Thursday, April 28, 2011

Titles are not my friends

The detailed stats that Blogger gives about viewership are, perhaps not a double-edged sword, but possibly a triple- or quadruple-edged sword.  The point is that one can easily cut oneself, in addition to other things.  So it may be because I saw my readership drop off to almost nothing that I was not so quick about updating lately.  But of course I have nobody else to blame--how much readership did I expect if I let my writership lapse?

I'm back from jujitsu (again) and sore.  Lately I've been wishing I had more time--time to be tired and to go to work and to do things of consequence and of little consequence, and to write.  It's a trap, I know, to imagine that I would write like a demon if only I had lots of free time.  But sometimes I wish I could rearrange things, at least.  When I'm at work I'm having ideas; when I get home my brain starts shutting down.

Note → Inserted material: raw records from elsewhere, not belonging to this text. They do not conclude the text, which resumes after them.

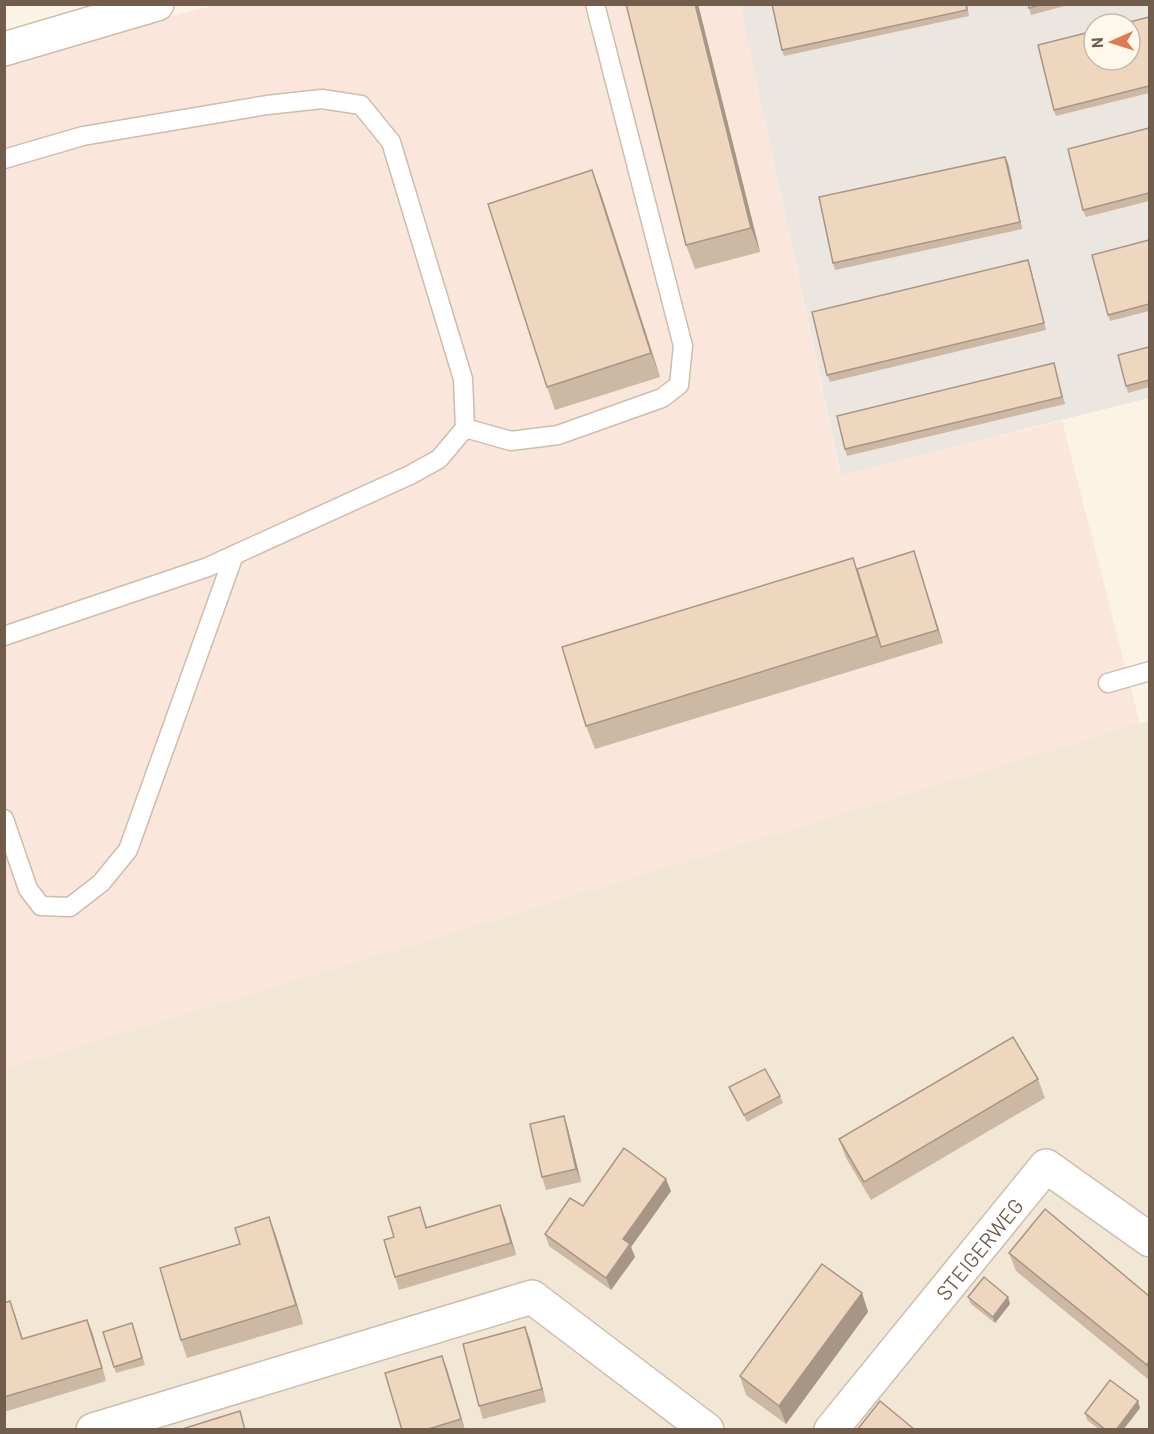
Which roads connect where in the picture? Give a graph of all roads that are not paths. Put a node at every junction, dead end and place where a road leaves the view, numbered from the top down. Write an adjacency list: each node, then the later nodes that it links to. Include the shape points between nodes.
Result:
1 (157, 4): 3 (street)
2 (595, 4): 5 (lane, via 683,346 679,385 662,398 558,435 512,441)
3 (4, 49)
4 (4, 159): 5 (lane, via 83,136 267,105 322,99 361,105 391,142 463,379)
5 (465, 428): 6 (lane, via 439,459 410,475)
6 (234, 555): 7 (lane); 10 (lane, via 128,850 101,883 70,907 41,906 28,889)
7 (4, 636)
8 (1149, 670): 9 (lane)
9 (1108, 683)
10 (4, 819)
11 (1149, 1240): 14 (street, STEIGERWEG, via 1046,1166)
12 (93, 1430): 13 (street, via 532,1297)
13 (706, 1430)
14 (831, 1430)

I want to talk at length about several books, but it's 11:00 already so I think I will talk about them briefly instead, and at length later.

First, I realized that I never wrote about Machine of Death after I finished it, two books ago now.  I will call it the only fiction anthology which I have read in its entirety, without feeling like any story had wasted my time.  Did some stories have less to say?  Yes, but they said it that much faster.  This is the first time I've been impressed with the sequence of stories in an anthology, too.  There's an emotional arc, and an ebb and flow, which make the book a complete experience.  I'm reminded of World War Z, another highly episodic look at a world gone mad.  But MoD has the advantage of multiple authors; the variety of perspectives, voices, and tones is richer.

And now I find that a sequel is in the works.  Part of me really wants to submit something--okay, all of me wants to submit something, but only part of me thinks I can do it.  I need an idea, and I need nerve, and time, and I really need to not get distracted and finish Hengist and Undine.

Today I finished reading American Gods, and Neil Gaiman is still the cat's pajamas.  That's a book that needs longer than I have tonight.  I'm tempted to write an honest-to-goodness paper on it, which is another thing I shouldn't pretend I have time for.  I want to talk about the book and Christianity, which is nominally absent but actually present everywhere in parallels and sharp contrasts (perpendiculars?).

Finally, today I started reading The Name of the Wind, which I mentioned in my last post has been presented to me as mandatory.  Yet I'd been a little reluctant to start it.  Part of this was hype aversion.  Part of it was that what I had actually heard about it didn't sound so great--it sounded like an endless parade of Kvothe's superawesome awesome awesomeness.  And I'm not very far in yet, but I'm beginning to understand.  Everything may be true.  But it is well-written, and that counts for a lot.  It may count for everything.

With regard to the possible Mary-Sueism, I should remind myself that it's not wrong if it works.